The Company estimated the fair values presented below using appropriate valuation methodologies and market information available as of the end of the period covered by this report. These valuations are considered Level 1 measurements. However, the estimates presented are not necessarily indicative of the amounts that the Company could realize in a current market exchange. The use of different market assumptions or estimation methodologies could have a material effect on the estimated fair values. Additionally, the fair values were estimated at the end of the second fiscal quarter of 2012, and current estimates of fair value may differ significantly from the amounts presented.

The following methods and assumptions were used to estimate the fair value of each class of financial instruments:

Cash and cash equivalents, accounts receivable, certificate of deposits (in other assets) and accounts payable. The carrying amount of these items approximates fair value.

Long-term debt. The fair value of long-term debt is determined based on a number of observable inputs, including the current market activity of the Company’s publicly-traded notes and bank debt, trends in investor demand and market values of comparable publicly-traded debt. At June 24, 2012, the estimated fair value of long-term debt was $1.4 billion and the carrying value of long-term debt was $1.5 billion.

Comprehensive income (loss)

Comprehensive income (loss) –The Company records changes in its net assets from non-owner sources in its Consolidated Statement of Stockholders’ Equity. Such changes relate primarily to valuing its pension liabilities, net of tax effects.

Earnings per share (EPS)

Earnings per share (EPS) – Basic EPS excludes dilution from common stock equivalents and reflects income divided by the weighted average number of common shares outstanding for the period. Diluted EPS is based upon the weighted average number of outstanding shares of common stock and dilutive common stock equivalents in the period. Common stock equivalents arise from dilutive stock options, restricted stock units and restricted stock and are computed using the treasury stock method. Anti-dilutive common stock equivalents are excluded from diluted EPS. The weighted average anti-dilutive stock options that could potentially dilute basic EPS in the future, but were not included in the weighted average share calculation is summarized below:

New accounting pronouncements

New accounting pronouncements – In May 2011, the Financial Accounting Standards Board (“FASB”) issued a single authoritative guidance on a framework on how to measure fair value and on what disclosures to provide about fair value measurements. The FASB also clarified existing fair value measurement disclosures and made other amendments to current guidance. These amended standards and the adoption of this disclosure-only guidance was effective for the Company’s first fiscal quarter of 2012 and did not have a material impact on the Company’s consolidated financial results.

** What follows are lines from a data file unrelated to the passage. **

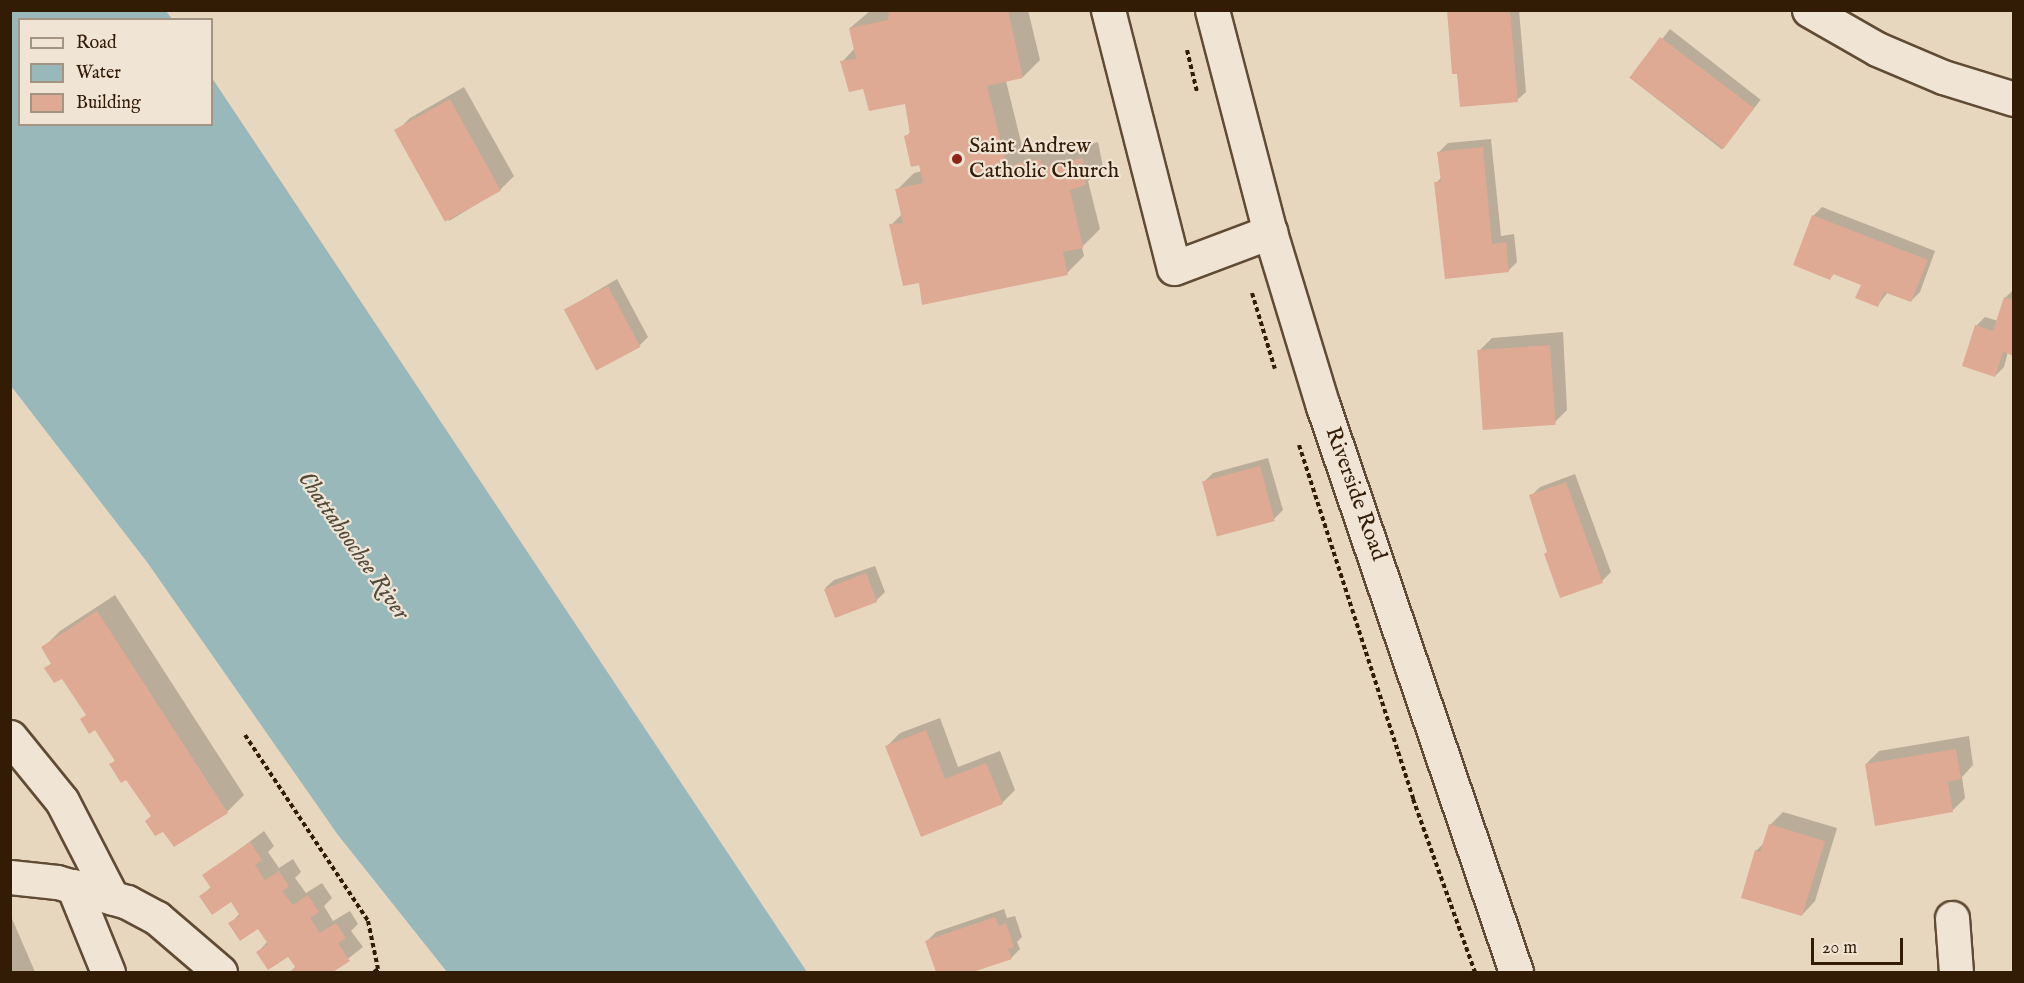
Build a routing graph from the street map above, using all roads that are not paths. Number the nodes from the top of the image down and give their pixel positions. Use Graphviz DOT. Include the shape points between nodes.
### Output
graph roads {
  1 [pos="1108,10"];
  2 [pos="1212,10"];
  3 [pos="1809,10"];
  4 [pos="2013,99"];
  5 [pos="1270,232"];
  6 [pos="17,753"];
  7 [pos="10,877"];
  8 [pos="73,886"];
  9 [pos="112,898"];
  10 [pos="1953,918"];
  11 [pos="108,972"];
  12 [pos="220,972"];
  13 [pos="1516,972"];
  14 [pos="1956,972"];
  1 -- 5 [label="street" via="1174,268"];
  2 -- 5 [label="street, Riverside Road"];
  3 -- 4 [label="street" via="1877,49 1943,77"];
  5 -- 13 [label="street, Riverside Road" via="1323,406"];
  6 -- 9 [label="street" via="62,801"];
  7 -- 8 [label="street"];
  8 -- 9 [label="street"];
  8 -- 11 [label="street"];
  9 -- 12 [label="street" via="157,918"];
  10 -- 14 [label="street"];
}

In June 2011, the FASB issued guidance that revises the manner in which entities present comprehensive income in their financial statements. The new guidance removes the presentation options in previous guidance and requires entities to report components of comprehensive income in either (1) a continuous statement of comprehensive income or (2) two separate but consecutive statements. The new guidance does not change the items that must be reported in other comprehensive income. This amended guidance was effective for the Company’s first fiscal quarter of 2012 and did not have a material impact on the Company’s consolidated financial results or disclosures.